I grew up in community theatre, several different ones, and have served on the board as well.
1) A year is way too long to work on one show, especially if you mean rehearsing that whole time. Eight weeks of rehearsal (maybe 6-7, rarely longer than 8) is pretty standard for community theatre. Show selection and the process of getting the rights would begin a few months before that.
2) My experience with show selection has been the exact opposite of what cornflake said. Most community theatre groups I've belonged to have striven to go for large, well-known properties. You do have to get the rights, but it's easy and not terribly expensive, and if you do something obscure you may find yourself (a) with no cast/crew interested in doing it, (b) with no audience interested in seeing it and thus no chance of breaking even.
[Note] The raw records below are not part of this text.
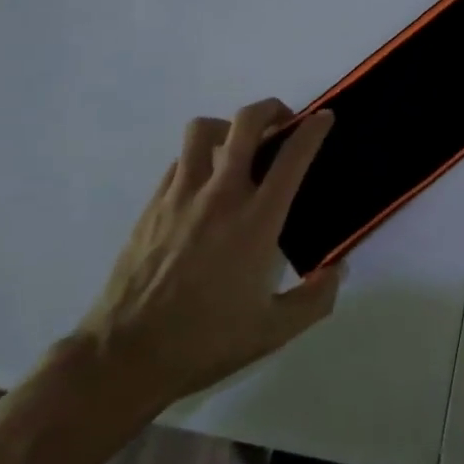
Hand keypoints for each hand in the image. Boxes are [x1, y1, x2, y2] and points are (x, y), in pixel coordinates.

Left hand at [75, 100, 341, 415]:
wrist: (126, 354)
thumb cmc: (204, 342)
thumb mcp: (272, 331)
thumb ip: (314, 300)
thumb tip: (337, 270)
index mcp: (257, 221)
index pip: (292, 157)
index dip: (313, 130)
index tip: (324, 118)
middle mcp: (221, 194)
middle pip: (246, 122)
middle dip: (271, 109)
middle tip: (283, 122)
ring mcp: (182, 194)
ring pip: (204, 129)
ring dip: (228, 127)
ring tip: (238, 147)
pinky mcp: (154, 203)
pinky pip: (180, 159)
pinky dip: (199, 157)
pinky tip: (204, 182)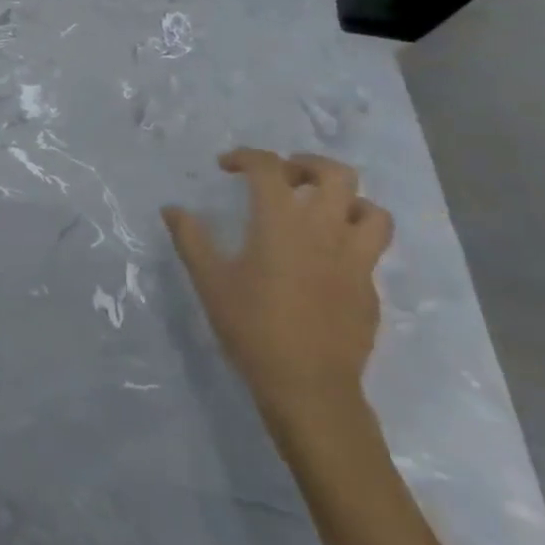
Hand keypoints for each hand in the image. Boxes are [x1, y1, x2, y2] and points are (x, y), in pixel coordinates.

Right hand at [164, 148, 392, 435]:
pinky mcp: (370, 289)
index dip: (246, 157)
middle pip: (336, 175)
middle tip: (283, 177)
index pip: (269, 168)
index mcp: (281, 222)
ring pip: (371, 211)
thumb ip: (190, 238)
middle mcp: (325, 231)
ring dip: (346, 201)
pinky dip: (350, 240)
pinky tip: (324, 260)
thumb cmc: (253, 327)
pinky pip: (370, 250)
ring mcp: (355, 261)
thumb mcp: (209, 280)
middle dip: (307, 165)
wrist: (309, 388)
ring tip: (319, 211)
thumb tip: (172, 209)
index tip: (226, 167)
The well-known shows pay for the more experimental properties, which almost inevitably lose money. (The exception would be is if your theatre group is classical/Shakespeare, but it's still sort of true, only in that case doing Midsummer might pay for doing Troilus & Cressida.) That brings me to:
3) You have to decide what kind of group this is. Several theatres I've belonged to -- particularly the small-town type -- leaned heavily on the interest of children doing it for extracurriculars. They chose kid-heavy shows like Oliver! or Annie with (potentially) huge ensembles of children, because that brings in parents as volunteers, audience, and potentially donations/fees (some theatre groups charge to participate, some don't).